Keywords: Chemistry ; Biochemistry and Biotechnology

Source: Wiley InterScience Backfile Collection 1832-2000

Topics: Medicine

Notes: Conformational analysis of four different A-active glycosphingolipids, A types 1-4, was carried out using HSEA-calculations with the GESA-program. In their minimum energy conformations the oligosaccharide chains are more or less curved; in particular the type 3 and 4 have a strongly bent shape.
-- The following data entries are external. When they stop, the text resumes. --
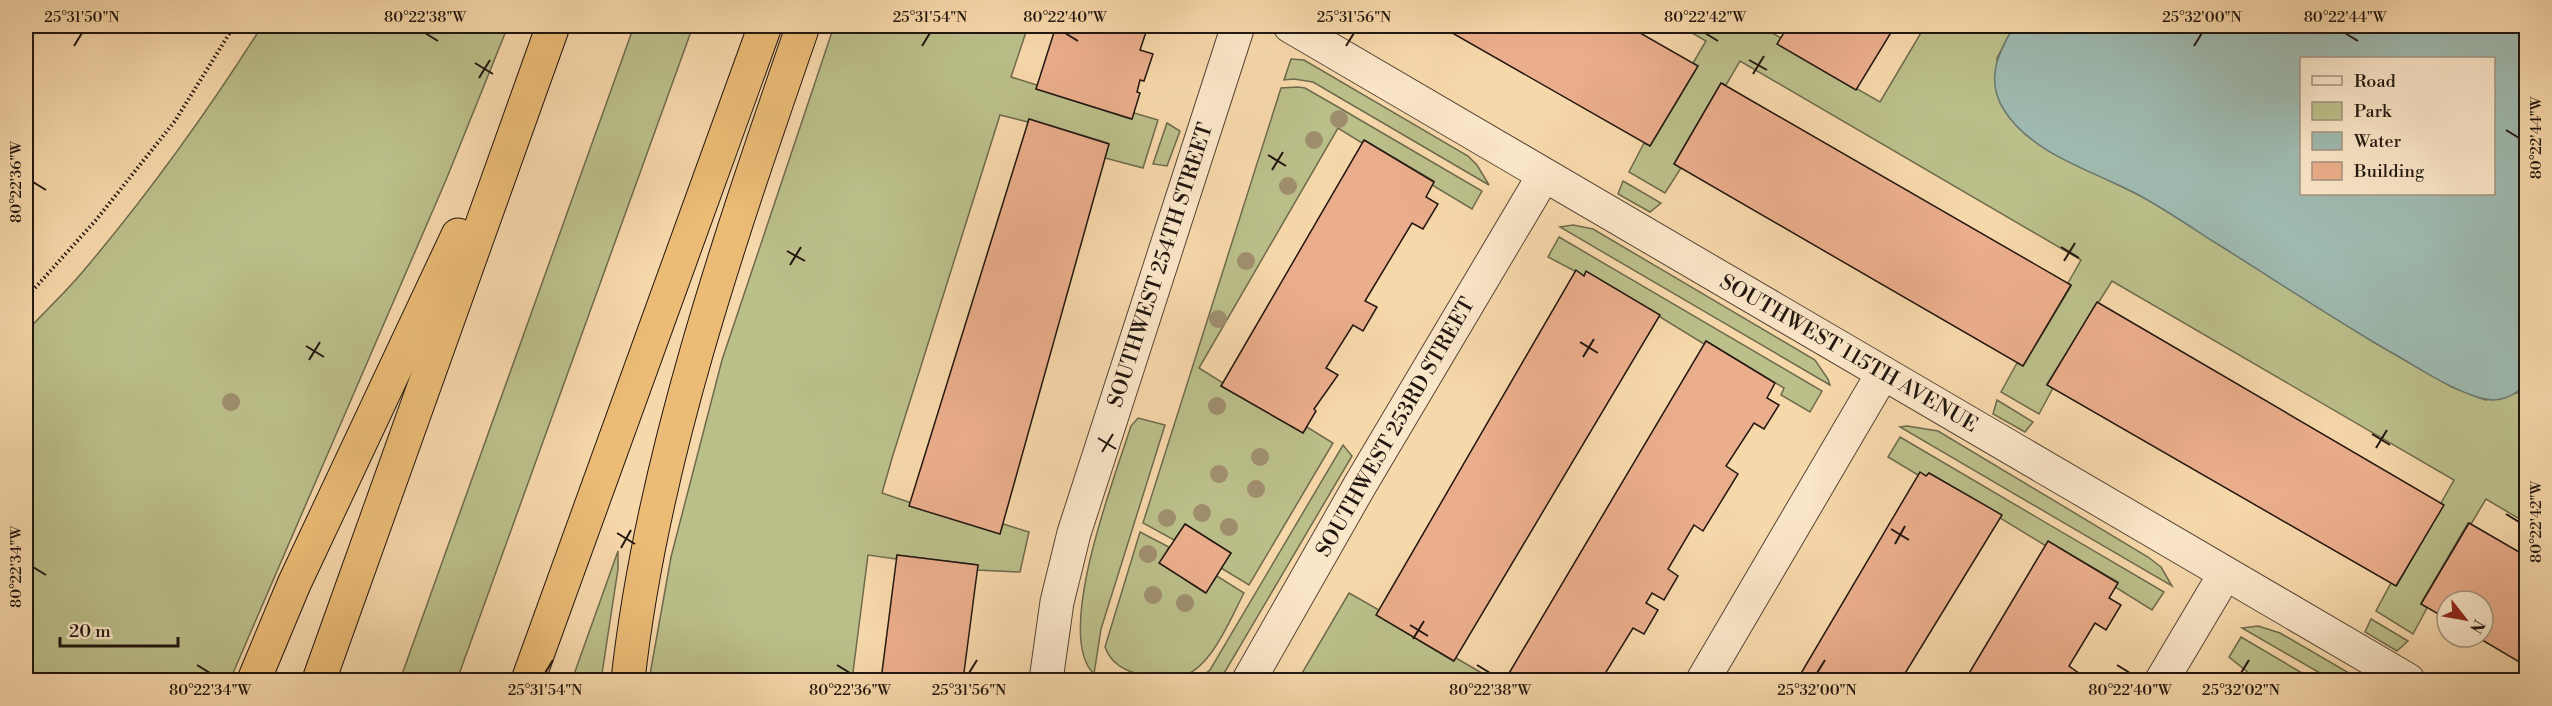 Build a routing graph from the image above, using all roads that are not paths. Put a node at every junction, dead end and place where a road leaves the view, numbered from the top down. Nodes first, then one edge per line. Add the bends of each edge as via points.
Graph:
1 (765, 26) edge
2 (803, 26) edge
3 (1238, 26) edge
4 (1290, 26) edge
5 (548, 40) edge
6 (1544, 175) junction
7 (1883, 373) junction
8 (2225, 574) junction
9 (254, 681) edge
10 (319, 681) edge
11 (528, 681) edge
12 (628, 681) edge
13 (1046, 681) edge
14 (1249, 681) edge
15 (1703, 681) edge
16 (2162, 681) edge
17 (2408, 681) edge

1 - 11 highway
2 - 12 highway via 726,256 676,435 658,506
3 - 13 street, SOUTHWEST 254TH STREET via 1074,533 1057,602
4 - 6 street, SOUTHWEST 115TH AVENUE
5 - 9 highway via 294,584
5 - 10 highway
6 - 7 street, SOUTHWEST 115TH AVENUE
6 - 14 street, SOUTHWEST 253RD STREET
7 - 8 street, SOUTHWEST 115TH AVENUE
7 - 15 street
8 - 16 street
8 - 17 street, SOUTHWEST 115TH AVENUE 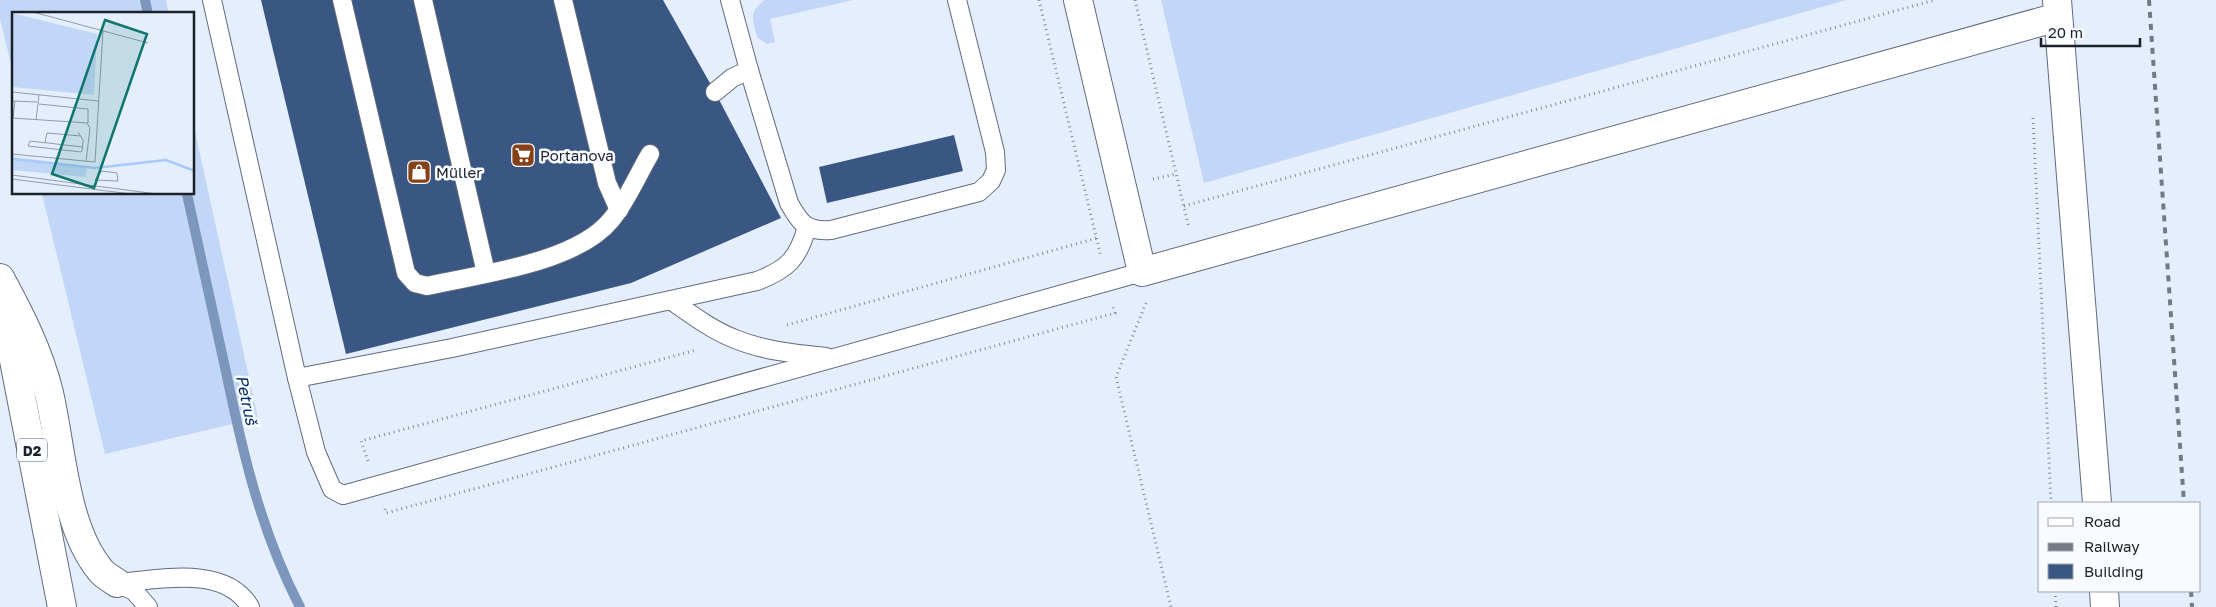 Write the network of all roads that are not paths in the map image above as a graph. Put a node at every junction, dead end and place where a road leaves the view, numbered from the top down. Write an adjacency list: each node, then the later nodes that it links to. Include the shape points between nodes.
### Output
1 (212, 0): 20 (lane)
2 (342, 0): 15 (lane, via 406,273 415,283 427,286)
3 (423, 0): 15 (lane)
4 (563, 0): 12 (lane, via 607,183)
5 (730, 0): 9 (lane)
6 (957, 0): 13 (lane, via 995,152 996,170 990,181 979,192 956,199 831,230 817,231)
7 (1078, 0): 14 (main road)
8 (2058, 9): 14 (main road); 21 (main road)
9 (749, 70): 10 (lane, via 732,78); 13 (lane, via 790,203 797,219)
10 (715, 92)
11 (650, 154): 12 (lane)
12 (619, 210): 15 (lane, via 593,237 571,249 544,260)
13 (807, 227): 18 (lane, via 802,246 791,262 777,273 757,281)
14 (1142, 272): 19 (lane)
15 (486, 273)
16 (0, 278): 22 (main road, via 26,328 49,392 70,501 82,541 102,572)
17 (0, 293): 24 (main road, D2)
18 (672, 301): 19 (lane, via 735,339 788,354); 20 (lane)
19 (839, 358): 20 (lane, via 343,495 332,489 316,452)
20 (297, 378)
21 (2097, 502)
22 (117, 583): 25 (lane, via 134,591); 26 (lane, via 200,577 229,586)
23 (2104, 592): 27 (main road)
24 (62, 607)
25 (148, 607)
26 (250, 607)
27 (2105, 607) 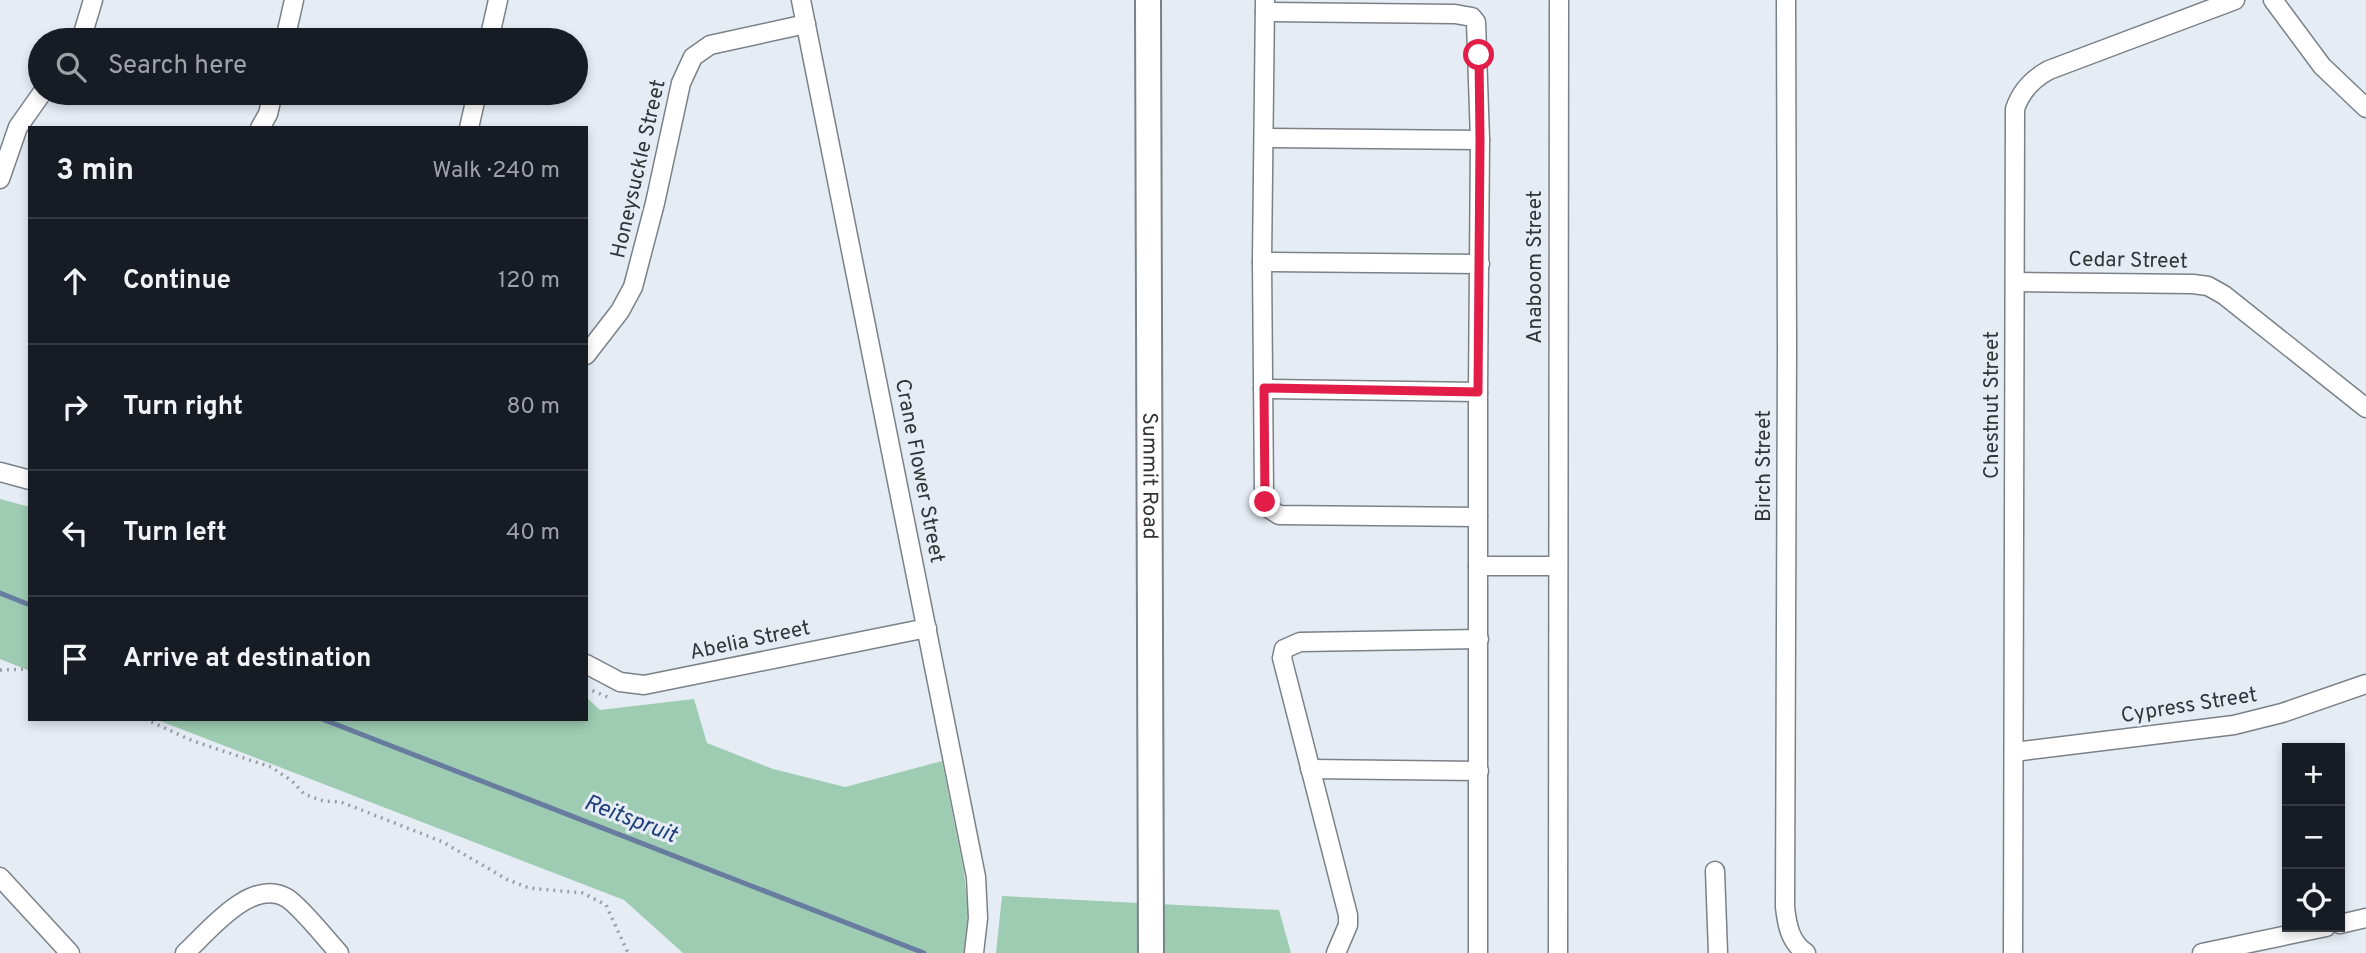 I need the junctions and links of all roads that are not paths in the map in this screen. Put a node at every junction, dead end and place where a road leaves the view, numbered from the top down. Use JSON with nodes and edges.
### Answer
{"nodes":[{"id":1,"x":93,"y":0,"type":"edge"},
{"id":2,"x":294,"y":0,"type":"edge"},
{"id":3,"x":498,"y":0,"type":"edge"},
{"id":4,"x":801,"y":0,"type":"edge"},
{"id":5,"x":1148,"y":0,"type":"edge"},
{"id":6,"x":1559,"y":0,"type":"edge"},
{"id":7,"x":1786,"y":0,"type":"edge"},
{"id":8,"x":2235,"y":0,"type":"edge"},
{"id":9,"x":2273,"y":0,"type":"edge"},
{"id":10,"x":1265,"y":6,"type":"edge"},
{"id":11,"x":806,"y":24,"type":"junction"},
{"id":12,"x":85,"y":28,"type":"edge"},
{"id":13,"x":288,"y":28,"type":"edge"},
{"id":14,"x":492,"y":28,"type":"edge"},
{"id":15,"x":34,"y":105,"type":"edge"},
{"id":16,"x":270,"y":105,"type":"edge"},
{"id":17,"x":474,"y":105,"type":"edge"},
{"id":18,"x":2366,"y":108,"type":"edge"},
{"id":19,"x":261,"y":126,"type":"edge"},
{"id":20,"x":469,"y":126,"type":"edge"},
{"id":21,"x":1264,"y":138,"type":"junction"},
{"id":22,"x":1480,"y":140,"type":"junction"},
{"id":23,"x":0,"y":179,"type":"edge"},
{"id":24,"x":1262,"y":262,"type":"junction"},
{"id":25,"x":1480,"y":264,"type":"junction"},
{"id":26,"x":2015,"y":282,"type":"junction"},
{"id":27,"x":588,"y":352,"type":"edge"},
{"id":28,"x":1264,"y":388,"type":"junction"},
{"id":29,"x":1478,"y":392,"type":"junction"},
{"id":30,"x":2366,"y":408,"type":"edge"},
{"id":31,"x":0,"y":472,"type":"edge"},
{"id":32,"x":28,"y":479,"type":"edge"},
{"id":33,"x":1478,"y":517,"type":"junction"},
{"id":34,"x":1478,"y":566,"type":"junction"},
{"id":35,"x":1557,"y":566,"type":"junction"},
{"id":36,"x":927,"y":628,"type":"junction"},
{"id":37,"x":1479,"y":639,"type":"junction"},
{"id":38,"x":588,"y":665,"type":"edge"},
{"id":39,"x":2366,"y":684,"type":"edge"},
{"id":40,"x":2014,"y":752,"type":"junction"},
{"id":41,"x":1310,"y":769,"type":"junction"},
{"id":42,"x":1479,"y":771,"type":"junction"},
{"id":43,"x":1715,"y":871,"type":"dead end"},
{"id":44,"x":0,"y":877,"type":"edge"},
{"id":45,"x":2366,"y":918,"type":"edge"},
{"id":46,"x":2345,"y":923,"type":"edge"},
{"id":47,"x":2302,"y":932,"type":"edge"},
{"id":48,"x":70,"y":953,"type":"edge"},
{"id":49,"x":185,"y":953,"type":"edge"},
{"id":50,"x":339,"y":953,"type":"edge"},
{"id":51,"x":974,"y":953,"type":"edge"},
{"id":52,"x":1151,"y":953,"type":"edge"},
{"id":53,"x":1336,"y":953,"type":"edge"},
{"id":54,"x":1478,"y":953,"type":"edge"},
{"id":55,"x":1558,"y":953,"type":"edge"},
{"id":56,"x":1718,"y":953,"type":"edge"},
{"id":57,"x":1806,"y":953,"type":"edge"},
{"id":58,"x":2013,"y":953,"type":"edge"},
{"id":59,"x":2202,"y":953,"type":"edge"}],
"edges":[{"from":1,"to":12,"type":"street"},
{"from":2,"to":13,"type":"street"},
{"from":3,"to":14,"type":"street"},
{"from":4,"to":11,"type":"street","name":"Crane Flower Street"},
{"from":5,"to":52,"type":"main road","name":"Summit Road"},
{"from":6,"to":35,"type":"street","name":"Anaboom Street"},
{"from":7,"to":57,"type":"street","name":"Birch Street"},
{"from":8,"to":26,"type":"street","name":"Chestnut Street"},
{"from":9,"to":18,"type":"street"},
{"from":10,"to":21,"type":"street"},
{"from":10,"to":22,"type":"street"},
{"from":11,"to":27,"type":"street","name":"Honeysuckle Street"},
{"from":11,"to":36,"type":"street","name":"Crane Flower Street"},
{"from":15,"to":23,"type":"street"},
{"from":16,"to":19,"type":"street"},
{"from":17,"to":20,"type":"street"},
{"from":21,"to":22,"type":"street"},
{"from":21,"to":24,"type":"street"},
{"from":22,"to":25,"type":"street"},
{"from":24,"to":25,"type":"street"},
{"from":24,"to":28,"type":"street"},
{"from":25,"to":29,"type":"street"},
{"from":26,"to":30,"type":"street","name":"Cedar Street"},
{"from":26,"to":40,"type":"street","name":"Chestnut Street"},
{"from":28,"to":29,"type":"street"},
{"from":28,"to":33,"type":"street"},
{"from":29,"to":33,"type":"street"},
{"from":31,"to":32,"type":"street"},
{"from":33,"to":34,"type":"street"},
{"from":34,"to":35,"type":"street"},
{"from":34,"to":37,"type":"street"},
{"from":35,"to":55,"type":"street","name":"Anaboom Street"},
{"from":36,"to":38,"type":"street","name":"Abelia Street"},
{"from":36,"to":51,"type":"street","name":"Crane Flower Street"},
{"from":37,"to":41,"type":"street"},
{"from":37,"to":42,"type":"street"},
{"from":39,"to":40,"type":"street","name":"Cypress Street"},
{"from":40,"to":58,"type":"street","name":"Chestnut Street"},
{"from":41,"to":42,"type":"street"},
{"from":41,"to":53,"type":"street"},
{"from":42,"to":54,"type":"street"},
{"from":43,"to":56,"type":"street"},
{"from":44,"to":48,"type":"street"},
{"from":45,"to":46,"type":"street"},
{"from":47,"to":59,"type":"street"},
{"from":49,"to":50,"type":"street"}]}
When the carbohydrate structures are linked to ceramide, using the conformational features predominantly observed in crystal structures of membrane lipids, rather drastic differences in the orientation of the oligosaccharide chains are obtained. For the type 1 glycosphingolipid the model study indicates that the A-determinant extends almost perpendicularly to the membrane plane whereas for type 2, 3 and 4 the terminal part of the oligosaccharide chains is more parallel to the membrane. The fucose branch on type 3 and type 4 thereby appears directed towards the environment whereas for type 2 it would face the membrane. Due to restrictions imposed by the membrane layer this core specific orientation is largely preserved even if the flexibility of the saccharide-ceramide linkage is taken into account. Hydrophilic and hydrophobic sites on the surface of the different oligosaccharide chains in their minimum energy conformation were located using the GRID-program. It is suggested that the core-dependent presentation of the A-determinant might explain the chain type specificity observed for different monoclonal anti-A antibodies. The results further suggest that assay systems ensuring a membrane-like presentation of the glycolipid antigen should be used in studies of glycolipid/protein interactions.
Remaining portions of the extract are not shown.